Work request | Using the listing below, give the number of lines where "nodes" appears, and nothing else.

Provided data |
*****

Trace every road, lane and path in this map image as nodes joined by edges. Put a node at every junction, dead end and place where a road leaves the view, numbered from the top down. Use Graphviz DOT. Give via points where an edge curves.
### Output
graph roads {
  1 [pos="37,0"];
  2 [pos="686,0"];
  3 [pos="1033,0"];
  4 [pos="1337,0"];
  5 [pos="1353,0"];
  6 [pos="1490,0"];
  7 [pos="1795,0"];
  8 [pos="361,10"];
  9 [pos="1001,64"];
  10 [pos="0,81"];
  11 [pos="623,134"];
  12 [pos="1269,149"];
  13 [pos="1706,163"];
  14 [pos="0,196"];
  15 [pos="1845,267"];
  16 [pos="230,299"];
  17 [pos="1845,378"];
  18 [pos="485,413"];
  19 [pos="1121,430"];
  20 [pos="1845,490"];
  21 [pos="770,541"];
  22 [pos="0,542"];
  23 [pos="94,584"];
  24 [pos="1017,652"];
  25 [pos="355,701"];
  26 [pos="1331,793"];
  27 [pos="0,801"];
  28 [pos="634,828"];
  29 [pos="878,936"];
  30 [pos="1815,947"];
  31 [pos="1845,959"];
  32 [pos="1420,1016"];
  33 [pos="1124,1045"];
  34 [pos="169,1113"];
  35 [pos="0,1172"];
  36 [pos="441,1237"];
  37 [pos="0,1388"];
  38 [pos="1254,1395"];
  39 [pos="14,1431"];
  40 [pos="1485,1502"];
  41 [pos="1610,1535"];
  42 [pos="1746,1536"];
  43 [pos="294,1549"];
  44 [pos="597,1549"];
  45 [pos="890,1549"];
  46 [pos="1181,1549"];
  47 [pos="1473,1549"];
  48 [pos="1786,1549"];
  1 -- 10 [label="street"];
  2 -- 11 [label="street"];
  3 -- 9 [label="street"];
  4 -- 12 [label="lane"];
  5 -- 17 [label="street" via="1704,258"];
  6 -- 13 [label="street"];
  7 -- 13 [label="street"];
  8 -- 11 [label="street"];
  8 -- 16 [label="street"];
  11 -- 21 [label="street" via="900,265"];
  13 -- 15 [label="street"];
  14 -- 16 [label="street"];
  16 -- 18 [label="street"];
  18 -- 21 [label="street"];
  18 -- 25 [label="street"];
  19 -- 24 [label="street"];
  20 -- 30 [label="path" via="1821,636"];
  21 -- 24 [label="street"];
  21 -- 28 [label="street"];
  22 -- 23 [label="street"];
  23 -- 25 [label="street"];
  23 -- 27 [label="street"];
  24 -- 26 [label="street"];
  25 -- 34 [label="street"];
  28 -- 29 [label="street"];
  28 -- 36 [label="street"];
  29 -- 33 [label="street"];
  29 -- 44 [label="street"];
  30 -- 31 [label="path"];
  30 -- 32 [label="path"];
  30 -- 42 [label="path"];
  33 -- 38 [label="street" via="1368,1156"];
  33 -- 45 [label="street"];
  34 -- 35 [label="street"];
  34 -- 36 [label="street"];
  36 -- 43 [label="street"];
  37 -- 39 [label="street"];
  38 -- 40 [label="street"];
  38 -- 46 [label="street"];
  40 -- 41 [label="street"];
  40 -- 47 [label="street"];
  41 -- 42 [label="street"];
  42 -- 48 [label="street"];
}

*****

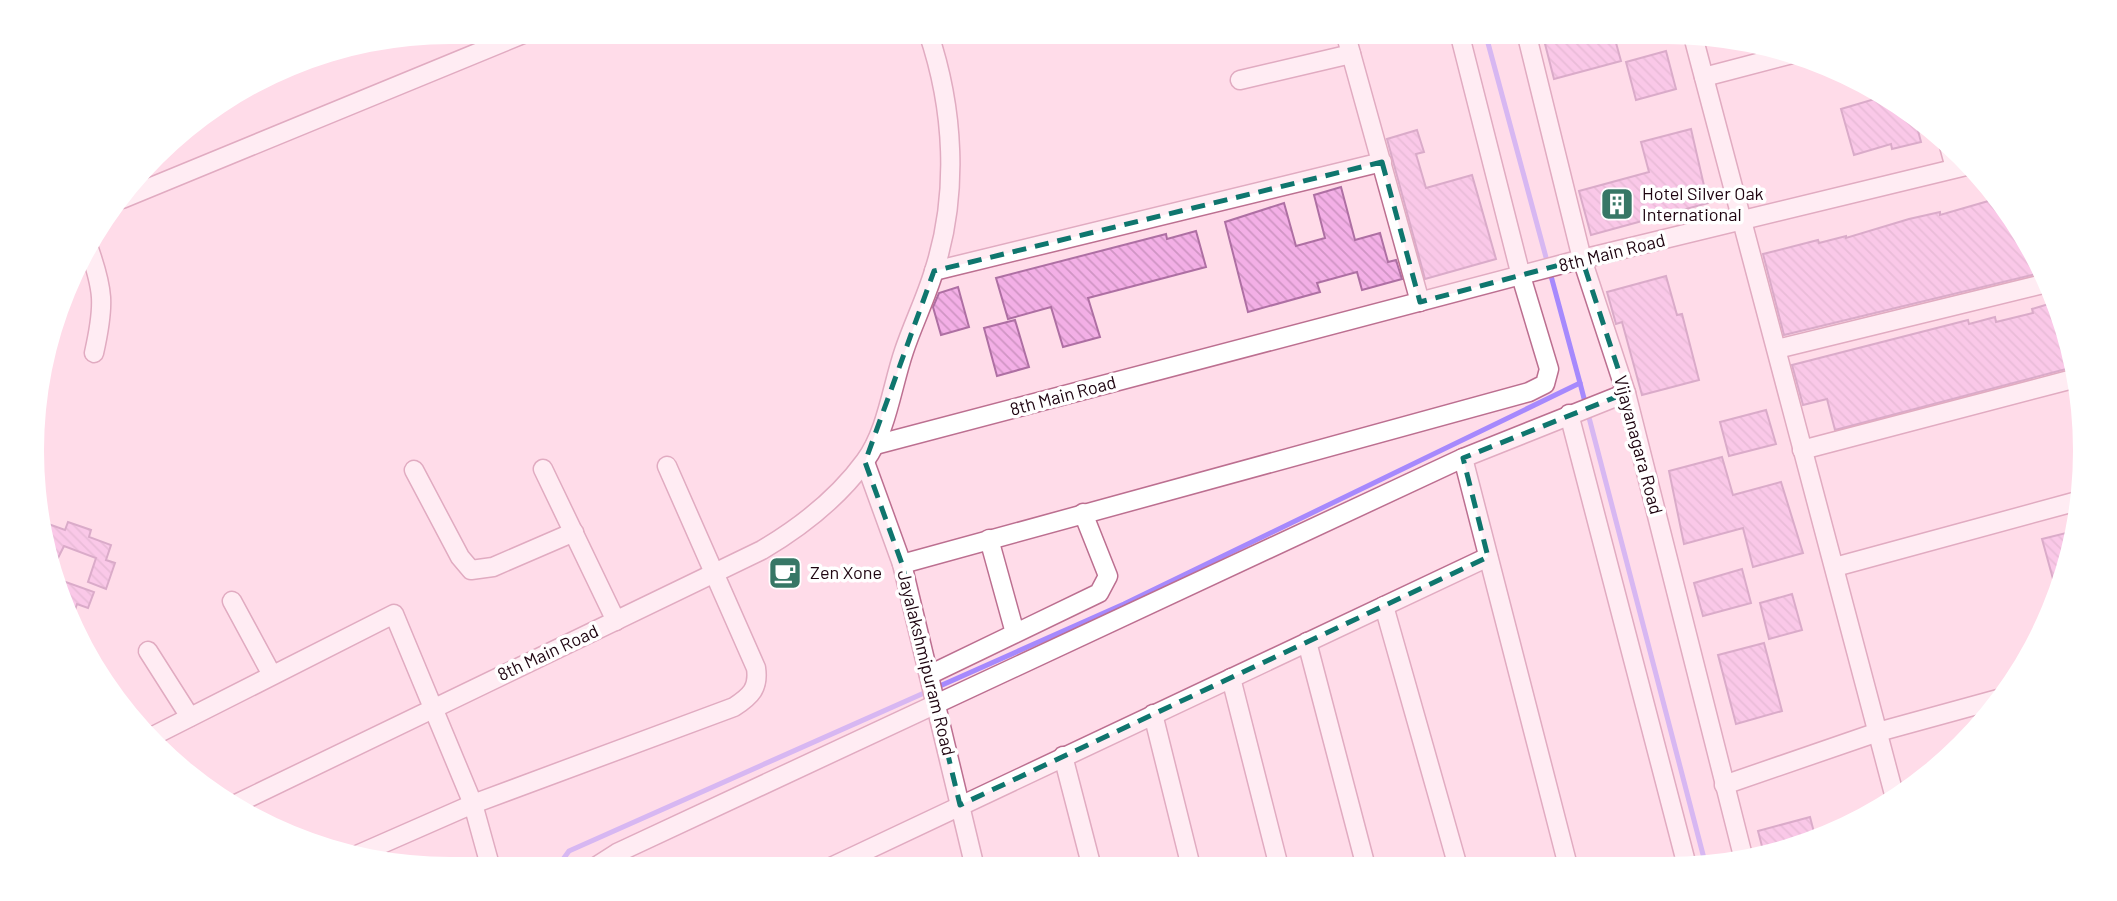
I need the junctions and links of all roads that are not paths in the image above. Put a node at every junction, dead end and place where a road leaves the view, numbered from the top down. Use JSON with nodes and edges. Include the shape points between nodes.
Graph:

*****

Exercise solution | 2